Winston’s been digging again. The dog often takes geological surveys in the yard but this time, he isn’t going for depth but quantity. He doesn’t spend a ton of time outside, but is very particular about the groundcover. Lately, it seems, he has a problem with grass.
I came home to find the pockmarked surface and asked him about it. Of course, I had to master my emotions first because he is extremely sensitive to loud things. He turned his head the other way very nonchalantly as I approached him while he was laying in his berm.
“Winston,” I demanded sternly to show him who’s boss “Why are you digging again?”
“Where?” he asked in his superior tone.
“All over, just look around! There is almost no green left.”
“Need I remind you that it is winter when grass goes dormant? For a biped with a mower, you really aren’t very bright.”
I hate it when he acts so smug.
“But why are you digging?” I asked as calmly as my blood pressure would allow.
“We could hardly call that a proper dig, now could we? That’s more like scratching.”
“Okay, why are you scratching?”
“It seems, my dear human, that you have a rodent.”
This was news to me. “What kind of rodent?”
“This is really going to be difficult, isn’t it?” He asked before lazily rising to his feet. With his nose he pointed to some raised areas in the ground. “Those are his tunnels. We seem to have lured a mole into the yard.”
“I didn’t lure him! Why don’t you get rid of him? That’s your job.”
“Well, I did find him interesting – thus the scratches. But as you so flippantly relayed to the nice lady last Tuesday, I ‘only eat and poop with no contribution to the house whatsoever’. Did I quote you correctly?”
“Yes,” I answered. That was exactly what I said, but I never think he is listening. Then, in a moment of brilliance, I thought maybe I could use psychology. “Winston, this is your chance! You could get rid of the mole and become a contributing member of the family.”
“I thought of that,” he said as he laid back down. “But I actually like the chap.”
“The mole. His name is Charley and he really is a capital fellow.”
“HE’S A RODENT!” I yelled.
“They all are,” Winston replied with a yawn. “But they’re really just like you and me. Just trying to get by and make a living for their family.”
“Make a living? You do nothing…” then something dawned on me. “Wait, all of them? What all?”

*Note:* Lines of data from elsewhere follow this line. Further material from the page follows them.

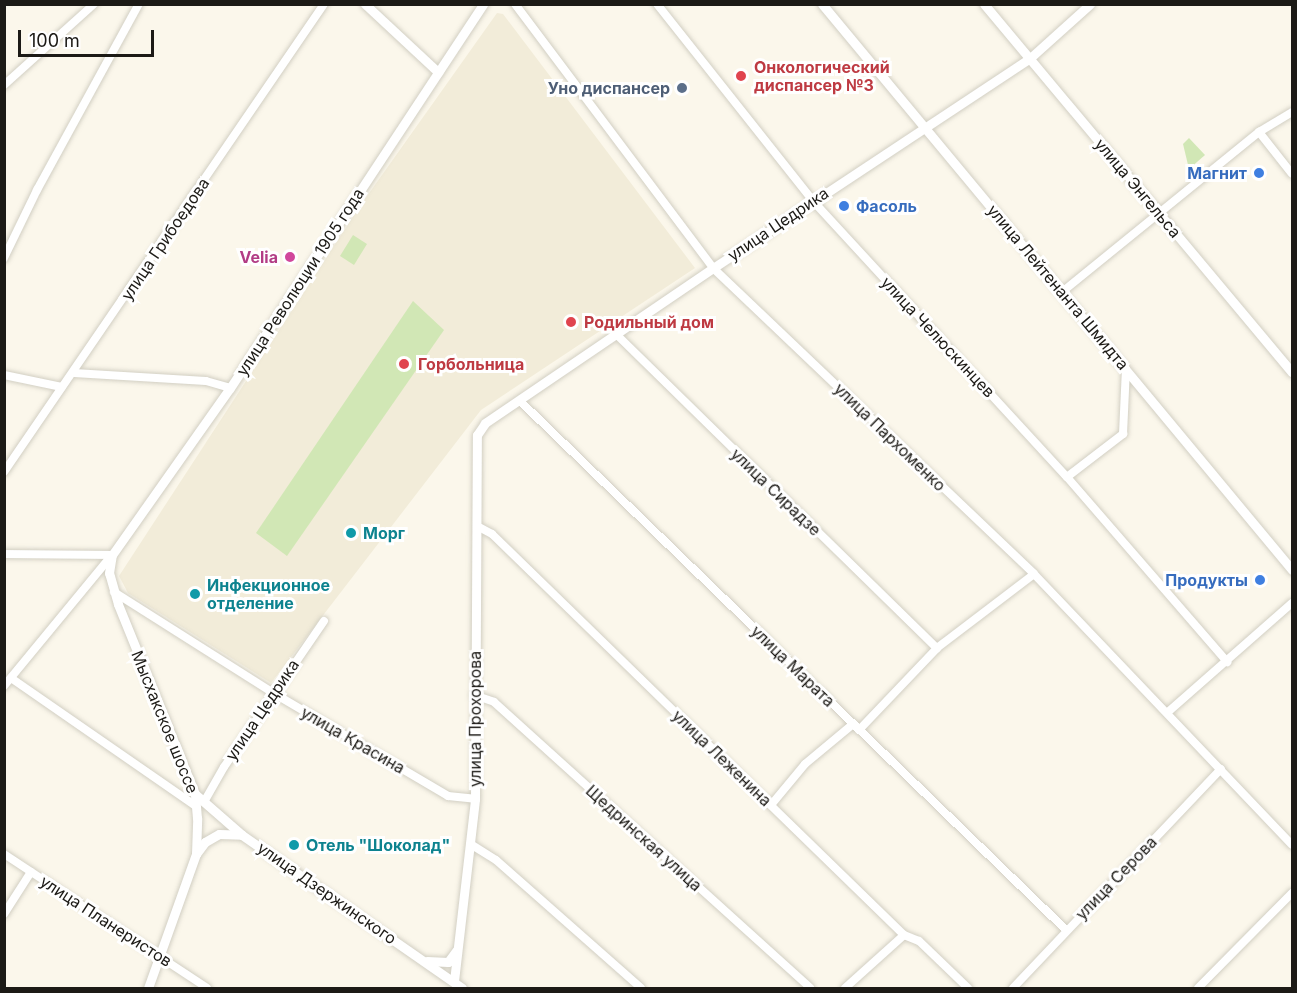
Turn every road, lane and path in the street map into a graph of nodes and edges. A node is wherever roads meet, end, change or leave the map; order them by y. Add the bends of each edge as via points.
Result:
1 (94, 4) edge
2 (132, 4) edge
3 (139, 4) edge
4 (324, 4) edge
5 (365, 4) edge
6 (483, 4) edge
7 (515, 4) edge
8 (657, 4) edge
9 (822, 4) edge
10 (984, 4) edge
11 (1090, 4) edge
12 (134, 14) junction
13 (1029, 59) junction
14 (438, 72) junction
15 (4, 85) edge
16 (1293, 112) edge
17 (923, 126) junction
18 (1259, 132) junction
19 (1293, 174) edge
20 (813, 201) junction
21 (1160, 213) junction
22 (4, 258) edge
23 (713, 268) junction
24 (1062, 292) junction
25 (617, 335) junction
26 (1126, 368) junction
27 (1293, 372) edge
28 (74, 374) junction
29 (4, 375) edge
30 (62, 387) junction
31 (230, 388) junction
32 (520, 401) junction
33 (476, 449) joint
34 (4, 472) edge
35 (1067, 477) junction
36 (477, 526) junction
37 (4, 554) edge
38 (88, 555) junction
39 (111, 557) junction
40 (1293, 570) edge
41 (1034, 574) junction
42 (94, 578) junction
43 (114, 592) junction
44 (1293, 603) edge
45 (324, 621) dead end
46 (937, 648) junction
47 (1227, 662) junction
48 (11, 678) junction
49 (4, 686) edge
50 (275, 694) junction
51 (474, 695) junction
52 (1168, 712) junction
53 (856, 727) junction
54 (1221, 769) junction
55 (195, 794) joint
56 (475, 799) junction
57 (200, 804) junction
58 (771, 805) junction
59 (242, 835) junction
60 (472, 845) junction
61 (1293, 845) edge
62 (4, 854) edge
63 (196, 854) junction
64 (31, 872) junction
65 (1293, 893) edge
66 (4, 914) edge
67 (1066, 930) junction
68 (904, 935) junction
69 (459, 943) junction
70 (161, 956) junction
71 (422, 959) junction
72 (454, 985) edge
73 (148, 988) edge
74 (207, 988) edge
75 (462, 988) edge
76 (641, 988) edge
77 (810, 988) edge
78 (845, 988) edge
79 (968, 988) edge
80 (1012, 988) edge
81 (1198, 988) edge

1 - 15 street
2 - 12 street
3 - 12 street
4 - 28 street, улица Грибоедова
5 - 14 street
6 - 14 street, улица Революции 1905 года
7 - 23 street, улица Пархоменко
8 - 20 street, улица Челюскинцев
9 - 17 street, улица Лейтенанта Шмидта
10 - 13 street, улица Энгельса
11 - 13 street, улица Цедрика
12 - 22 street
13 - 17 street, улица Цедрика
13 - 21 street, улица Энгельса
14 - 31 street, улица Революции 1905 года
16 - 18 street
17 - 20 street, улица Цедрика
17 - 24 street, улица Лейтенанта Шмидта
18 - 19 street
18 - 21 street
20 - 23 street, улица Цедрика
20 - 35 street, улица Челюскинцев
21 - 24 street
21 - 27 street, улица Энгельса
23 - 25 street, улица Цедрика
23 - 41 street, улица Пархоменко
24 - 26 street, улица Лейтенанта Шмидта
25 - 32 street, улица Цедрика
25 - 46 street, улица Сирадзе
26 - 35 street via 1123,434
26 - 40 street, улица Лейтенанта Шмидта
28 - 30 street, улица Грибоедова
28 - 31 street via 207,381
29 - 30 street
30 - 34 street, улица Грибоедова
31 - 39 street, улица Революции 1905 года
32 - 33 street, улица Цедрика via 485,423 477,435
32 - 53 street, улица Марата
33 - 36 street, улица Прохорова
35 - 47 street, улица Челюскинцев
36 - 51 street, улица Прохорова
36 - 58 street, улица Леженина via 492,534
37 - 38 street
38 - 39 street
38 - 42 street via 97,563
39 - 42 street, улица Революции 1905 года
39 - 43 street, Мысхакское шоссе
41 - 46 street
41 - 52 street, улица Пархоменко
42 - 48 street, улица Революции 1905 года
43 - 50 street, улица Красина
43 - 55 street, Мысхакское шоссе
44 - 47 street
45 - 50 street, улица Цедрика
46 - 53 street
47 - 52 street
48 - 49 street, улица Революции 1905 года
48 - 57 street, улица Дзержинского
50 - 56 street, улица Красина via 448,796
50 - 57 street, улица Цедрика
51 - 56 street, улица Прохорова
51 - 77 street, Щедринская улица via 494,702
52 - 54 street, улица Пархоменко
53 - 58 street via 805,764
53 - 67 street, улица Марата
54 - 61 street, улица Пархоменко
54 - 67 street, улица Серова
55 - 57 street, улица Дзержинского
56 - 60 street, улица Прохорова
57 - 59 street, улица Дзержинского
57 - 63 street, Мысхакское шоссе
58 - 68 street, улица Леженина
59 - 63 street via 219,834 205,842
59 - 71 street, улица Дзержинского
60 - 69 street, улица Прохорова
60 - 76 street via 496,860
62 - 64 street, улица Планеристов
63 - 70 street, Мысхакское шоссе
64 - 66 street
64 - 70 street, улица Планеристов
65 - 81 street
67 - 80 street, улица Серова
68 - 78 street
68 - 79 street, улица Леженина via 919,941
69 - 71 street via 448,962
69 - 72 street, улица Прохорова
70 - 73 street, Мысхакское шоссе
70 - 74 street, улица Планеристов
71 - 72 street, улица Дзержинского
72 - 75 street, улица Дзержинского

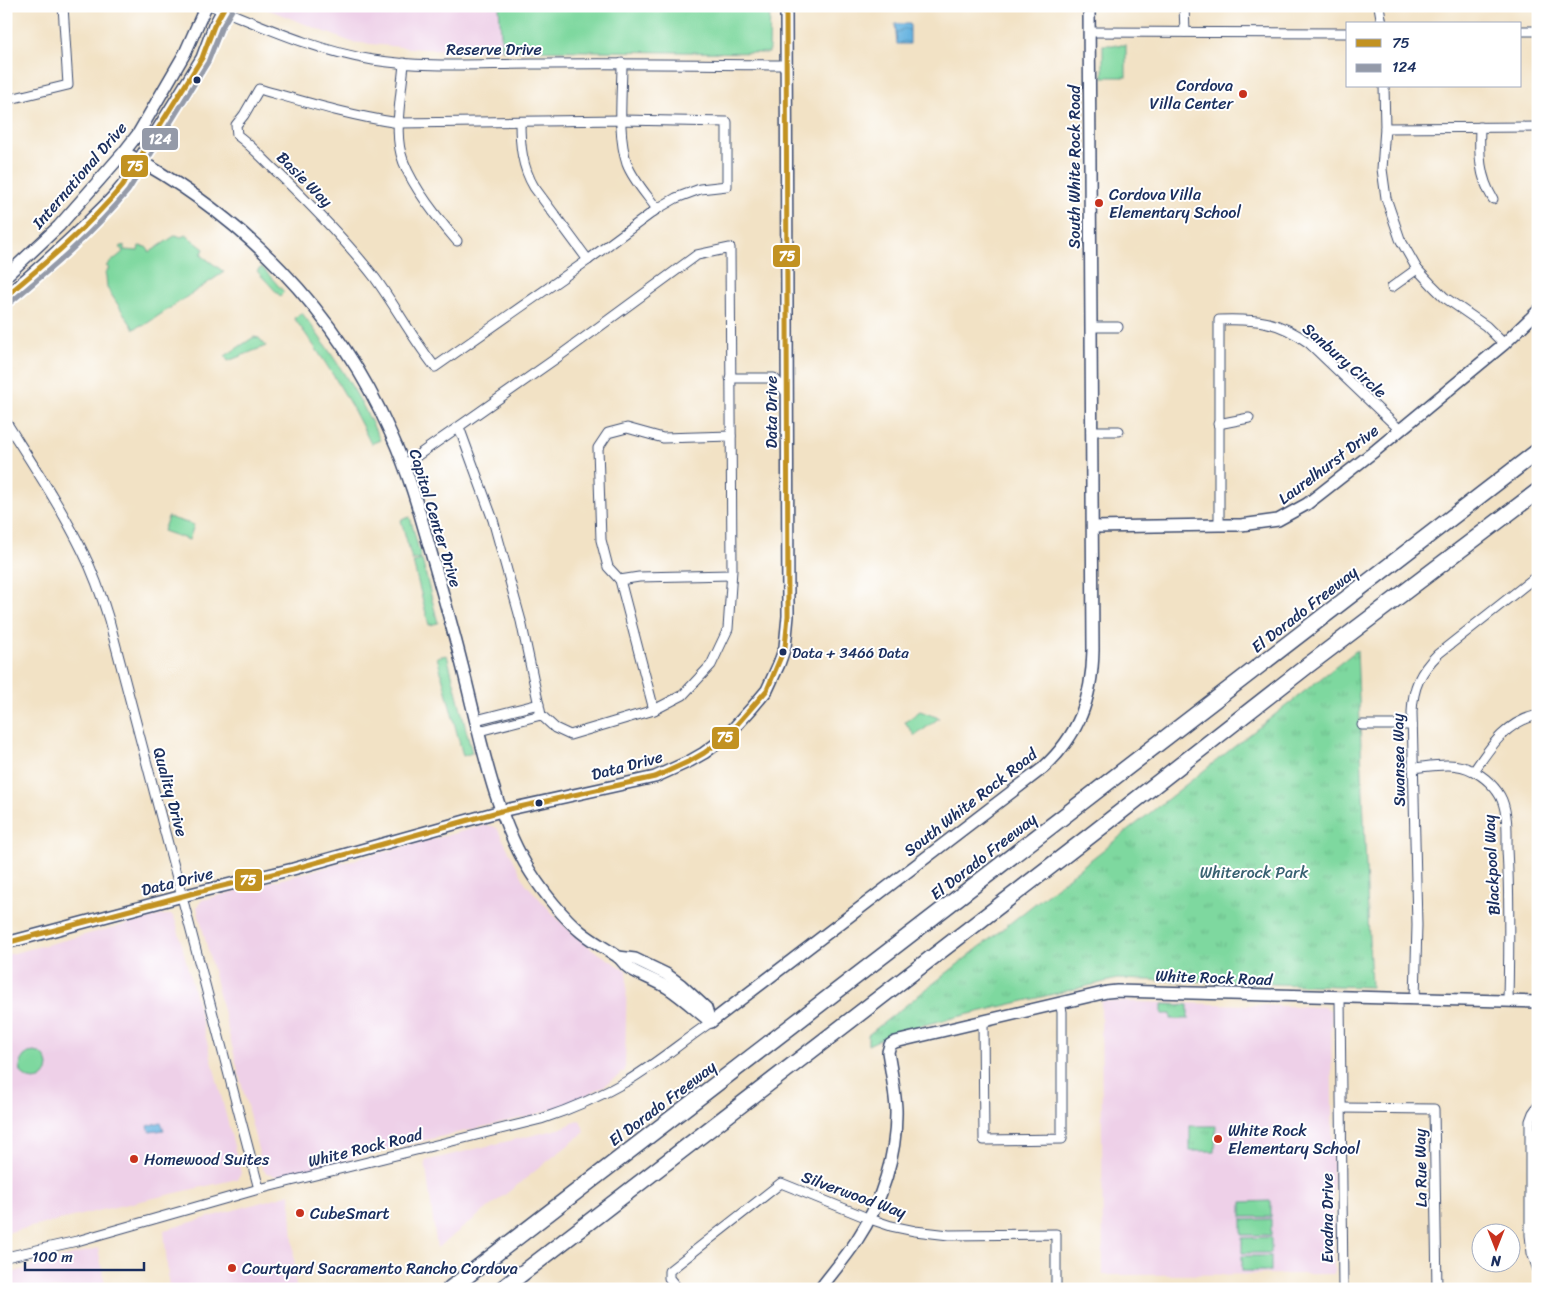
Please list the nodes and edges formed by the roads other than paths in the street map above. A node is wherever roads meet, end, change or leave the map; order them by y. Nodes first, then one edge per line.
1 (63, 6) edge
2 (206, 6) edge
3 (786, 6) edge
4 (1089, 6) edge
5 (1184, 6) edge
6 (1379, 6) edge
7 (220, 8) edge
8 (1382, 22) edge
9 (1522, 31) edge
10 (1538, 31) edge
11 (1089, 32) junction
12 (1185, 32) junction
13 (1346, 33) edge
14 (404, 63) junction
15 (622, 63) junction
16 (786, 65) junction
17 (1384, 88) edge
18 (6, 100) edge
19 (622, 120) junction
20 (520, 122) junction
21 (399, 123) junction
22 (1480, 127) junction
23 (1538, 127) edge
24 (1385, 128) junction
25 (124, 152) junction
26 (139, 160) junction
27 (1493, 199) dead end
28 (657, 209) junction
29 (457, 241) dead end
30 (34, 251) junction
31 (588, 260) junction
32 (1417, 269) junction
33 (6, 276) edge
34 (6, 286) edge
35 (1392, 287) dead end
36 (6, 296) edge
37 (1538, 311) edge
38 (1091, 327) junction
39 (1118, 327) dead end
40 (1504, 344) junction
41 (730, 378) junction
42 (787, 393) junction
43 (1249, 418) dead end
44 (6, 422) edge
45 (1218, 424) junction
46 (460, 427) junction
47 (1119, 430) dead end
48 (1400, 430) junction
49 (1091, 431) junction
50 (731, 436) junction
51 (1538, 451) edge
52 (404, 465) junction
53 (1538, 490) edge
54 (1219, 524) junction
55 (1093, 527) junction
56 (731, 575) junction
57 (1538, 576) edge
58 (620, 580) junction
59 (539, 704) junction
60 (654, 710) junction
61 (541, 715) junction
62 (1538, 716) edge
63 (477, 725) junction
64 (1362, 725) dead end
65 (1412, 725) junction
66 (1413, 768) junction
67 (1474, 771) junction
68 (502, 811) junction
69 (183, 896) junction
70 (6, 943) edge
71 (1340, 998) junction
72 (1415, 999) junction
73 (1508, 1002) junction
74 (1538, 1002) edge
75 (1060, 1003) junction
76 (983, 1021) junction
77 (711, 1022) junction
78 (1538, 1106) edge
79 (1342, 1108) junction
80 (259, 1189) junction
81 (870, 1219) junction
82 (6, 1257) edge
83 (1538, 1270) edge
84 (450, 1289) edge
85 (502, 1289) edge
86 (678, 1289) edge
87 (820, 1289) edge
88 (1056, 1289) edge
89 (1343, 1289) edge
90 (1437, 1289) edge

1 - 18 street
2 - 25 street, International Drive
3 - 16 street, Data Drive
4 - 11 street, South White Rock Road
5 - 12 street
6 - 8 street
7 - 14 street, Reserve Drive
7 - 26 street, International Drive
9 - 10 street
11 - 12 street
11 - 38 street, South White Rock Road
12 - 13 street
14 - 15 street, Reserve Drive
14 - 21 street
15 - 16 street, Reserve Drive
15 - 19 street
16 - 42 street, Data Drive
17 - 24 street
19 - 20 street, Basie Way
19 - 28 street
19 - 28 street, Basie Way
20 - 21 street, Basie Way
20 - 31 street
21 - 29 street
21 - 31 street, Basie Way
22 - 23 street
22 - 24 street
22 - 27 street
24 - 32 street
25 - 26 street, Capital Center Drive
25 - 30 street, International Drive
26 - 36 street, International Drive
26 - 52 street, Capital Center Drive
28 - 31 street, Basie Way
30 - 33 street, International Drive
30 - 34 street
32 - 35 street
32 - 40 street
37 - 40 street, Laurelhurst Drive
38 - 39 street
38 - 49 street, South White Rock Road
40 - 48 street, Laurelhurst Drive
41 - 42 street
41 - 46 street
41 - 50 street
42 - 68 street, Data Drive
43 - 45 street
44 - 69 street, Quality Drive
45 - 48 street, Sanbury Circle
45 - 54 street, Sanbury Circle
46 - 52 street
46 - 59 street
47 - 49 street
48 - 54 street, Laurelhurst Drive
49 - 55 street, South White Rock Road
50 - 56 street
50 - 58 street
51 - 84 highway, El Dorado Freeway
52 - 63 street, Capital Center Drive
53 - 85 highway
54 - 55 street, Laurelhurst Drive
55 - 77 street, South White Rock Road
56 - 58 street
56 - 60 street
57 - 65 street, Swansea Way
58 - 60 street
59 - 61 street
59 - 63 street
60 - 61 street
61 - 63 street
62 - 67 street
63 - 68 street, Capital Center Drive
64 - 65 street
65 - 66 street, Swansea Way
66 - 67 street, Blackpool Way
66 - 72 street, Swansea Way
67 - 73 street, Blackpool Way
68 - 69 street, Data Drive
68 - 77 street, Capital Center Drive
69 - 70 street, Data Drive
69 - 80 street, Quality Drive
71 - 72 street, White Rock Road
71 - 75 street, White Rock Road
71 - 79 street, Evadna Drive
72 - 73 street, White Rock Road
73 - 74 street, White Rock Road
75 - 76 street, White Rock Road
75 - 76 street
76 - 81 street, White Rock Road
77 - 80 street, White Rock Road
78 - 83 street
79 - 89 street, Evadna Drive
79 - 90 street, La Rue Way
80 - 82 street, White Rock Road
81 - 86 street, Silverwood Way
81 - 87 street
81 - 88 street, Silverwood Way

“Well, there’s Leo the rat, the Shallwillow squirrel family inhabiting the shed, and thirteen non-related chipmunks who’ve created some sort of commune under your deck. Oh, and like half a billion rabbits, of course. What they say about them is true, you know. They are prolific.”
“What? You’re okay with all this? I thought you were supposed to be this big, bad territorial beast!”
“Well, maybe in my younger days that would be important,” he replied. “But I do love to see things other then me aggravate you and quite frankly, I’m tired of chasing and barking.”
“But not digging?”
“Oh, no. I like digging,” he answered with as much of a devilish grin as a lab can give.
“Well… Stop it… Bad Dog!” I threw up my hands and yelled.
“Oh don’t patronize me… Bad dog… humph,” he said calmly.
It’s times like this when I wonder who owns whom.